Familiar scene. You search for something on Google from your smartphone. You type. You get ten links. You click on the first one. The page takes three seconds to load. It’s not what you’re looking for. You go back. You click on the second one. Too superficial. Third attempt, reformulated. Fourth. Fifteenth minute.

Now, ask yourself this question: during all this time, how much energy has your phone consumed?

No one is asking themselves that question. And that’s exactly the problem.

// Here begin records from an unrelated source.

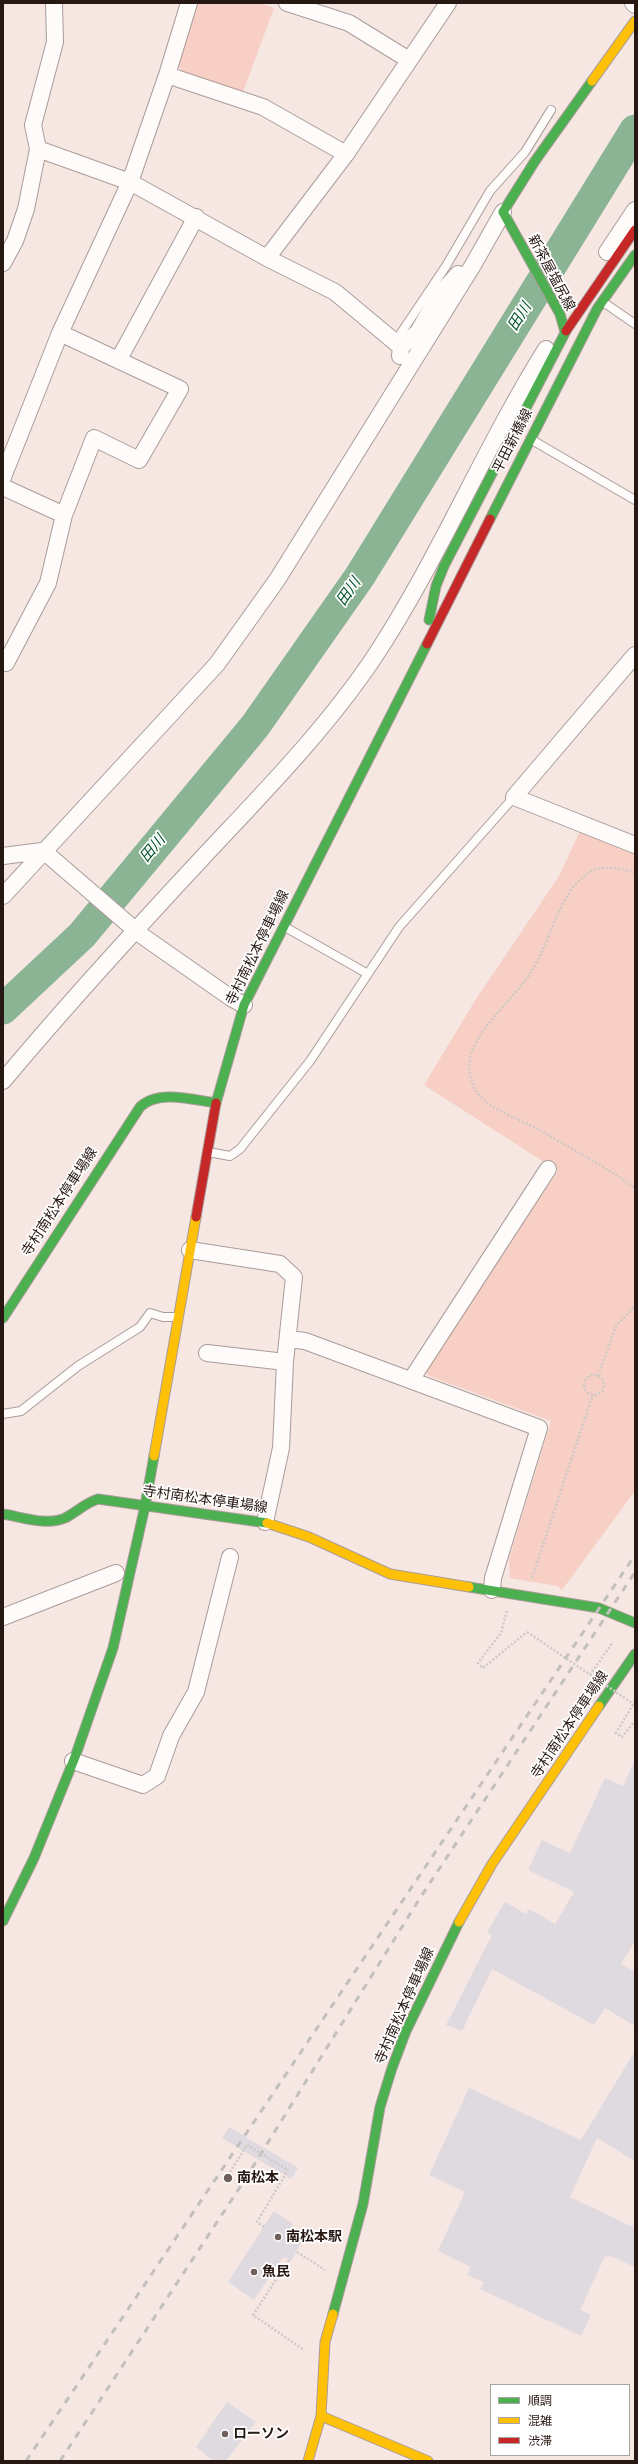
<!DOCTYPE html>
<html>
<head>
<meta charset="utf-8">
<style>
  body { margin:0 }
  #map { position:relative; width:638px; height:2464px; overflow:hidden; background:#f6e7e3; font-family:"Archivo Narrow","Noto Sans JP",sans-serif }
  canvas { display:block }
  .frame { position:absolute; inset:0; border:4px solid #281814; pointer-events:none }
  .legend { position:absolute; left:490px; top:2384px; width:140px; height:72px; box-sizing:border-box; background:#fff; border:1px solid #a9a3a1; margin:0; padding:5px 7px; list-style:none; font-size:12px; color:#281814 }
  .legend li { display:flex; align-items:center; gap:8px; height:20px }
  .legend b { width:20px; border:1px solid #a9a3a1 }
</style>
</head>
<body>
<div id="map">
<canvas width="638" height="2464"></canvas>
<div class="frame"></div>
<ul class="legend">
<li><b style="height:5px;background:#4caf50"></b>順調</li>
<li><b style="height:5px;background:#ffc107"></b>混雑</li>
<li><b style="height:5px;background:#c62828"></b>渋滞</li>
</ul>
</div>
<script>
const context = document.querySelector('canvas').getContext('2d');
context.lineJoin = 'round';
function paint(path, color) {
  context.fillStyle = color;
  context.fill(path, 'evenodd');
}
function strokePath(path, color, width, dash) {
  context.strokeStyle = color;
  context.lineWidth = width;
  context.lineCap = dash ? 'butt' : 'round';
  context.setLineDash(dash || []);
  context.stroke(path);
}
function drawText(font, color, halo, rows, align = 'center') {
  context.font = font + ' "Archivo Narrow","Noto Sans JP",sans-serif';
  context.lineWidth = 3.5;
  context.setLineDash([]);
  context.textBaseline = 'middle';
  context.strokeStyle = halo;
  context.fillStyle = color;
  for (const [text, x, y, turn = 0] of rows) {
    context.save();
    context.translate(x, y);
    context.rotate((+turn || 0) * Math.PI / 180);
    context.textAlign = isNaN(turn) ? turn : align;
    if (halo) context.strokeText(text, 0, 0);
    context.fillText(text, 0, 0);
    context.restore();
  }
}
paint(new Path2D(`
  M 196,3 L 260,3 L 274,8 L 243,92 L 183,73 L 178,64 Z
  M 580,831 L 635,852 L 635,1491 L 562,1590 L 557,1586 L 510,1578 L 509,1559 L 551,1421 L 429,1376 L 425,1371 L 558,1171 L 424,1085 L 476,999 L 559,876 Z`), '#f7cfc4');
strokePath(new Path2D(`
  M 3,1009 L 82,935 L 255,726 L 360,576 L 635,130`), '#8bb495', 31);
paint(new Path2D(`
  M 635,1760 L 635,1941 L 621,1964 L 635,1972 L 635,2026 L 605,2008 L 594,2025 L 492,1969 L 462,2031 L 446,2025 L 492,1935 L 487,1932 L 505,1902 L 526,1914 L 529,1909 L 555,1924 L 574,1892 L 528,1870 L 542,1840 L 570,1853 L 605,1778 L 623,1786 Z
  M 635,2051 L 635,2161 L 597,2138 L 570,2197 L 635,2228 L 635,2267 L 608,2255 L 607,2257 L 605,2256 L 580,2310 L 591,2315 L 581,2336 L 480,2289 L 484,2282 L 467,2275 L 471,2267 L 438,2251 L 465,2192 L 429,2175 L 469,2088 L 581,2140 Z
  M 229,2127 L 298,2168 L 291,2179 L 222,2138 Z
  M 274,2211 L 293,2224 L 288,2232 L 302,2241 L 291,2261 L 285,2257 L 282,2259 L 254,2300 L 228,2282 Z
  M 227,2402 L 256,2422 L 226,2461 L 213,2461 L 196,2447 Z`), '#dfdae0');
const lane = new Path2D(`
  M 603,302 L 635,324
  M 395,342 L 446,266 L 490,191 L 525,152 L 551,110
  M 532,440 L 635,500
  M 285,927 L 368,974
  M 208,1152 L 230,1156 L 240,1149 L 310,1061 L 399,927 L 514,797
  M 3,1414 L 21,1411 L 78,1366 L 140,1327 L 150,1313 L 163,1317 L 177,1317`);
const street = new Path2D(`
  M 287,3 L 349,23 L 409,60
  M 633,3 L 635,5
  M 167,75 L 263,107 L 346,154
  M 38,149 L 130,182 L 267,258 L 335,292 L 401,347
  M 607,252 L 635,210
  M 267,258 L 346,154 L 448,3
  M 3,263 L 15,241 L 26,209 L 38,149 L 33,125 L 55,42 L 54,3
  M 60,333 L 130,182 L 167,75 L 189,3
  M 400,356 L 401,347 L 418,332 L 440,294 L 458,274
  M 119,359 L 196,217
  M 3,477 L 60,333 L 180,389 L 139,460 L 94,438 L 64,515 L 48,583 L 6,663
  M 3,487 L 64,515
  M 635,655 L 514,797 L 635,845
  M 3,856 L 42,851 L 47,854 L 141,935 L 231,998 L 244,1005
  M 3,896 L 217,664 L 277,580 L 473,265 L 503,212
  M 3,1081 C 68,1003 136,929 205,855 C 264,792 325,730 373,659 C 438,561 483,450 546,349
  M 190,1250 L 280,1264 L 294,1277 L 285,1362
  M 288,1339 L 305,1341 L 539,1428 L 493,1578 L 492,1590
  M 207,1353 L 285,1362 L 281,1448 L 265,1522
  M 411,1380 L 548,1169
  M 3,1617 L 116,1573
  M 73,1761 L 143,1785 L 157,1776 L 171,1736 L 196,1692 L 230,1557`);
const fast = new Path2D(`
  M 565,332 L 560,314 L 503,212 L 535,161 L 592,81
  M 490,519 L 597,309 L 635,255
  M 429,620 L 436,586 L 444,566 L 566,331
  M 216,1103 L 244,1005 L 427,644
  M 3,1318 L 140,1107 C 158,1089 194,1100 216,1103
  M 3,1514 C 22,1517 47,1526 65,1518 C 77,1512 85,1503 98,1499 L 267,1523
  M 469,1587 L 599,1608 L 635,1623
  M 599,1706 L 635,1654
  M 3,1921 L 34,1858 L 75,1757 L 113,1648 L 145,1506 L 154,1456
  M 333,2314 L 363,2204 L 380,2107 L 392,2068 L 406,2031 L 459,1922`);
const slow = new Path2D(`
  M 592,81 L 635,21
  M 154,1456 L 196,1217
  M 267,1523 L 309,1537 L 390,1574 L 469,1587
  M 459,1922 L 492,1864 L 599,1706
  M 321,2416 L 428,2461
  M 308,2461 L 321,2416 L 325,2342 L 333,2314`);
const jam = new Path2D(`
  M 566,331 L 635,230
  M 427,644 L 490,519
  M 196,1217 L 216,1103`);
strokePath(lane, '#ab9c99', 10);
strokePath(street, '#ab9c99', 18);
strokePath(fast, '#ab9c99', 11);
strokePath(slow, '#ab9c99', 11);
strokePath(jam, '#ab9c99', 11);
strokePath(new Path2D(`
  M 635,873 C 621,868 602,864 588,873 C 560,892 551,938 534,967 C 518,996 486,1018 473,1049 C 467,1062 469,1075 474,1087 C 476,1093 485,1101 490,1105 C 506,1115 525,1122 541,1131 C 573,1149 605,1167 635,1188
  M584 1385a10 10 0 1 1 20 0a10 10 0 1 1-20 0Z
  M 598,1376 L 616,1326 L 635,1306
  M 532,1578 L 593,1394
  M 507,1611 L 501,1633 L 478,1663 L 483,1668 L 527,1632
  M 590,1675 L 613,1642
  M 635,1701 L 616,1733 L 622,1737 L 635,1721
  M 230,2172 L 247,2145
  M 264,2227 L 257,2222 L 288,2170
  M 297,2252 L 325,2270
  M 289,2260 L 253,2315 L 304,2350`), '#cfc9c6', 2.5, [2, 2]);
strokePath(lane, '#fefbfb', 8);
strokePath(street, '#fefbfb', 16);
strokePath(fast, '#4caf50', 9);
strokePath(slow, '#ffc107', 9);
strokePath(jam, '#c62828', 9);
strokePath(new Path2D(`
  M 26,2461 L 635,1555
  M 60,2461 L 244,2181 L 420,1898 L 635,1572`), '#c3bfbe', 3, [7, 7]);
strokePath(new Path2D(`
  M 527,1632 L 635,1705
  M 247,2145 L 288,2170`), '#cfc9c6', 2.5, [2, 2]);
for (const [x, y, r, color] of [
  [228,2178,5,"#70605c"],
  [278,2237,4,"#70605c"],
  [254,2272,4,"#70605c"],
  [225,2434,4,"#70605c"]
]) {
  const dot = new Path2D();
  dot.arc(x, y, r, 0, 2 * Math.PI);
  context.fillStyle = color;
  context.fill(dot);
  strokePath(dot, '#fff', 1.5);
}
drawText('14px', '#281814', '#fff', [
  ["新茶屋塩尻線",551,273,62],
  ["平田新橋線",513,441,-63],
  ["寺村南松本停車場線",258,948,-64],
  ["寺村南松本停車場線",60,1202,-57],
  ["寺村南松本停車場線",205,1500,8],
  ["寺村南松本停車場線",570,1725,-56],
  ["寺村南松本停車場線",405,2006,-66]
]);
drawText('bold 14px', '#281814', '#fff', [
  ["南松本",237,2178],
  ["南松本駅",286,2237],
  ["魚民",262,2272],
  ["ローソン",233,2434]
], 'left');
drawText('italic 15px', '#00532b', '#fff', [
  ["田川",520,317,-58],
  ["田川",349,592,-55],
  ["田川",153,849,-50]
]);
</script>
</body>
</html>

Since 2023, the dominant narrative says this: an AI query consumes ten times more energy than a Google search. This assertion has taken over CSR reports, regulatory debates, board meetings. I hear it at every conference. I read it in every AI maturity benchmark that my clients submit to me.

It compares the wrong thing.

It puts the server cost of a Google query (what the Mountain View data center pays) against the server cost of an LLM response. Server versus server. And it stops there.

It forgets everything that happens on your phone, on the network, and behind the scenes of programmatic advertising while you search.

In March 2026, Charles Duprat (ICOM’Provence) published a working paper that finally asks the right question. Not “how much does a server consume to respond to a query?” But: “how much does the user consume to satisfy a complete information need – from the first search to the final response?”

This change in unit changes everything.

The comparison made since 2023 is based on the wrong premise

In 2023, a claim dominates the debates: an LLM query consumes ten times more energy than a Google search. It permeates CSR committees, regulatory articles, expert speeches.

The problem: this comparison pits server vs server. It measures what the Google data center consumes to process your query (about 0.30 Wh), and what a GPU cluster consumes to generate an LLM response (about 0.24 to 0.34 Wh according to Google, Epoch AI, and OpenAI – three convergent independent sources).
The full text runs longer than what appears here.